Exercise goal:
Pull out every line of the listing below where "Горная" appears.

===== Records provided

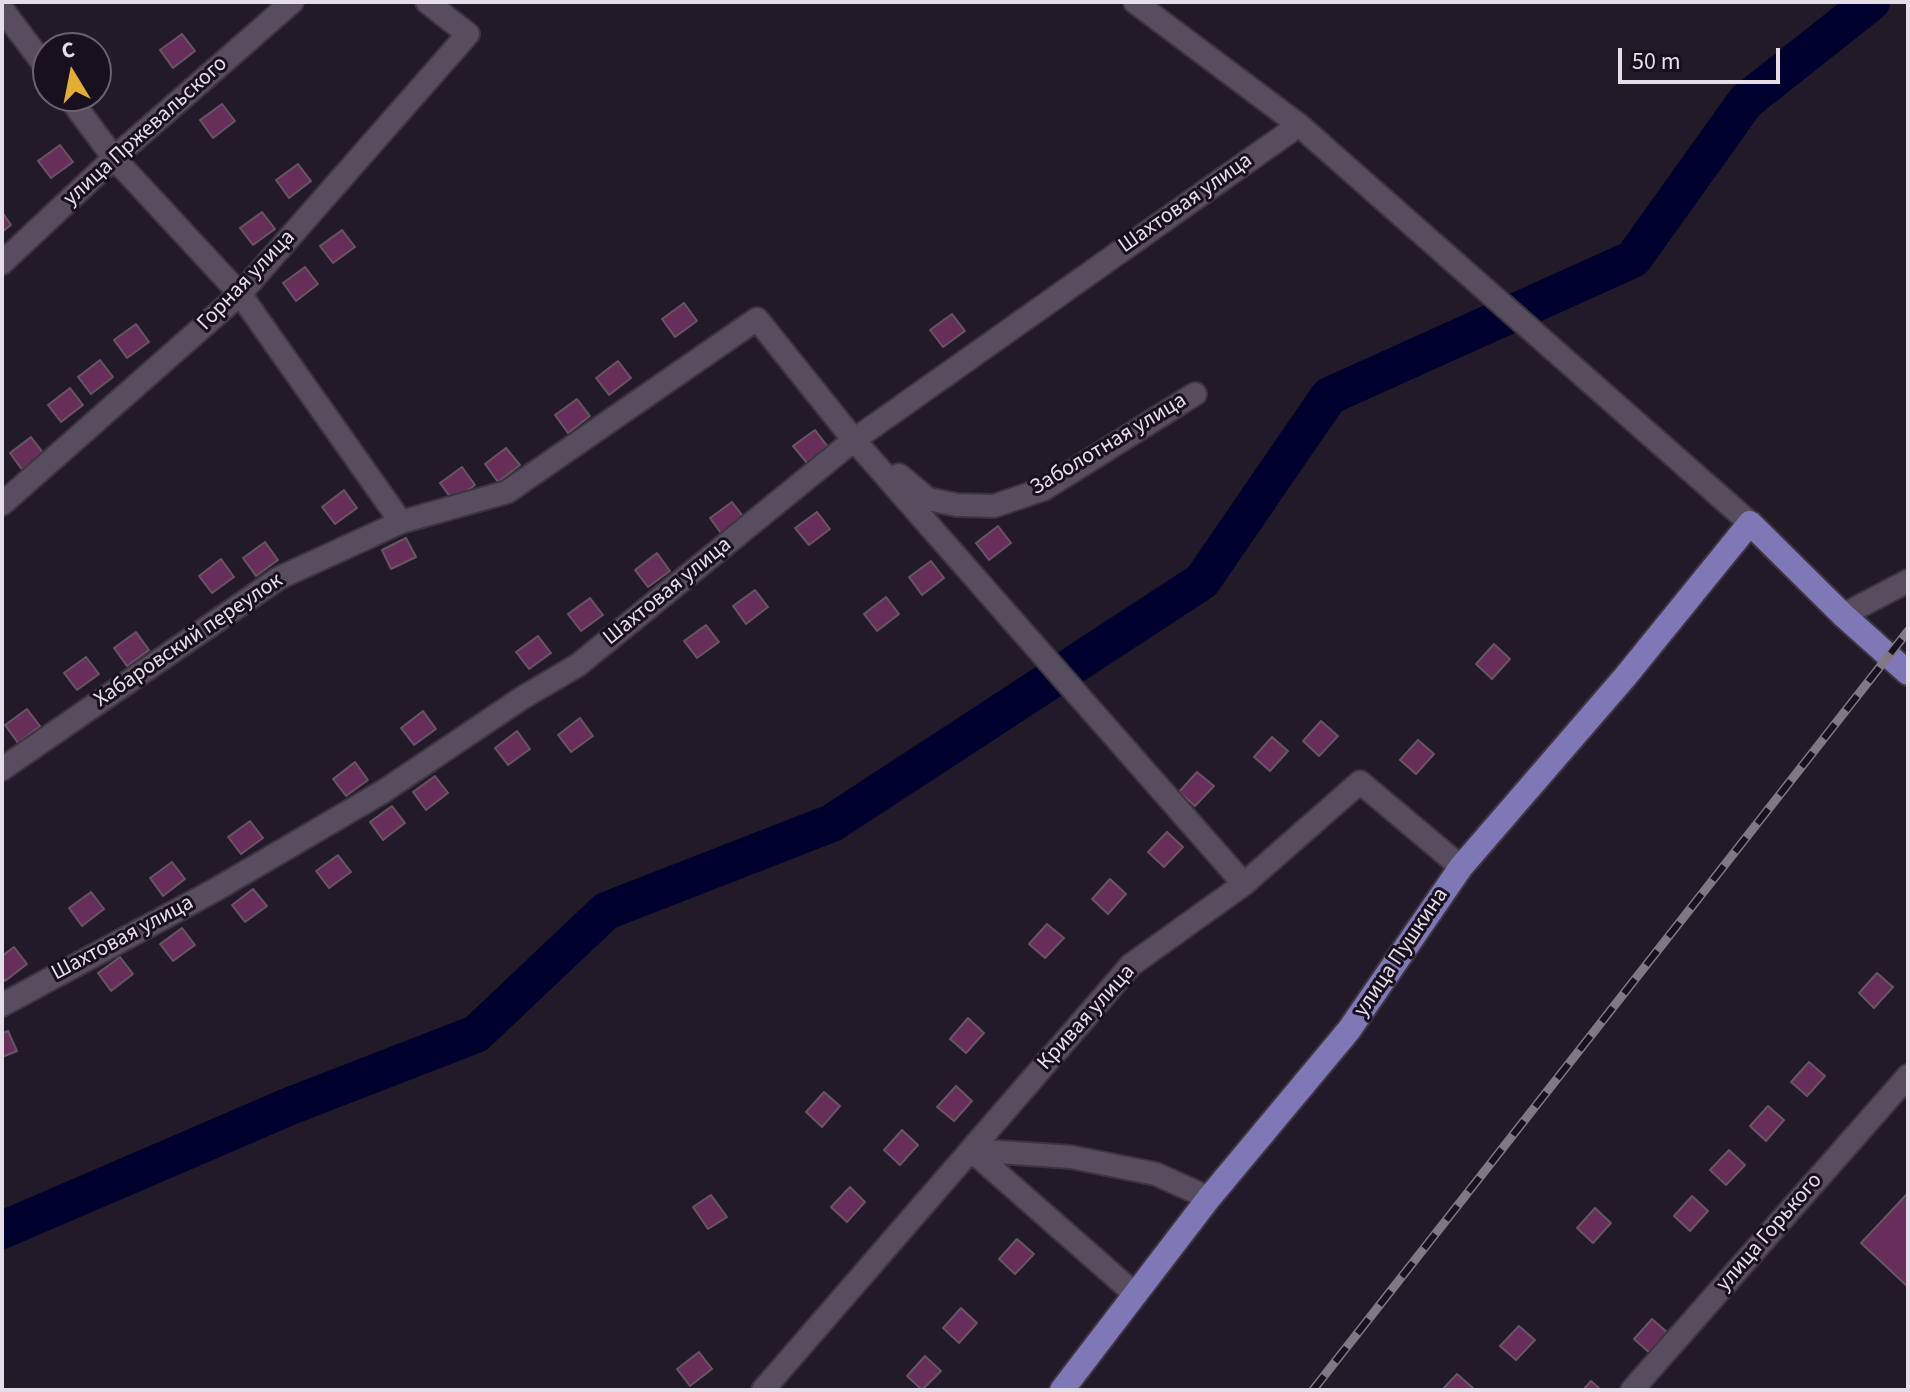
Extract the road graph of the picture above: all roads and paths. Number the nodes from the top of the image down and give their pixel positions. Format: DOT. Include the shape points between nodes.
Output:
graph roads {
  1 [pos="292,2"];
  2 [pos="427,2"];
  3 [pos="1135,2"];
  4 [pos="2,9"];
  5 [pos="32,49"];
  6 [pos="80,112"];
  7 [pos="1299,125"];
  8 [pos="114,158"];
  9 [pos="2,263"];
  10 [pos="240,294"];
  11 [pos="1195,394"];
  12 [pos="854,440"];
  13 [pos="2,504"];
  14 [pos="401,522"];
  15 [pos="1750,523"];
  16 [pos="1908,581"];
  17 [pos="1843,615"];
  18 [pos="1908,673"];
  19 [pos="2,769"];
  20 [pos="1461,867"];
  21 [pos="1244,884"];
  22 [pos="2,1005"];
  23 [pos="1908,1076"];
  24 [pos="971,1150"];
  25 [pos="1209,1198"];
  26 [pos="1136,1295"];
  27 [pos="763,1390"];
  28 [pos="1062,1390"];
  29 [pos="1632,1390"];
  1 -- 8 [label="street, улица Пржевальского"];
  2 -- 10 [label="street, Горная улица" via="468,34"];
  3 -- 7 [label="street"];
  4 -- 5 [label="street"];
  6 -- 8 [label="street"];
  7 -- 12 [label="street, Шахтовая улица"];
  7 -- 15 [label="street"];
  8 -- 9 [label="street, улица Пржевальского"];
  8 -- 10 [label="street"];
  10 -- 13 [label="street, Горная улица"];
  10 -- 14 [label="street"];
  11 -- 12 [label="street, Заболотная улица" via="1044,489 994,506 928,499"];
  12 -- 14 [label="street, Хабаровский переулок" via="757,319 507,492"];
  12 -- 21 [label="street"];
  12 -- 22 [label="street, Шахтовая улица" via="578,665 384,791"];
  14 -- 19 [label="street, Хабаровский переулок" via="279,578"];
  15 -- 17 [label="main road"];
  15 -- 20 [label="main road, улица Пушкина"];
  16 -- 17 [label="street"];
  17 -- 18 [label="main road"];
  20 -- 21 [label="street, Кривая улица" via="1360,782"];
  20 -- 25 [label="main road, улица Пушкина" via="1349,1030"];
  21 -- 24 [label="street, Кривая улица" via="1131,965"];
  23 -- 29 [label="street, улица Горького"];
  24 -- 25 [label="street" via="1071,1157 1156,1174"];
  24 -- 26 [label="street"];
  24 -- 27 [label="street, Кривая улица"];
  25 -- 26 [label="main road, улица Пушкина"];
  26 -- 28 [label="main road, улица Пушкина"];
}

==========

Solution for this problem:
  2 -- 10 [label="street, Горная улица" via="468,34"];
  10 -- 13 [label="street, Горная улица"];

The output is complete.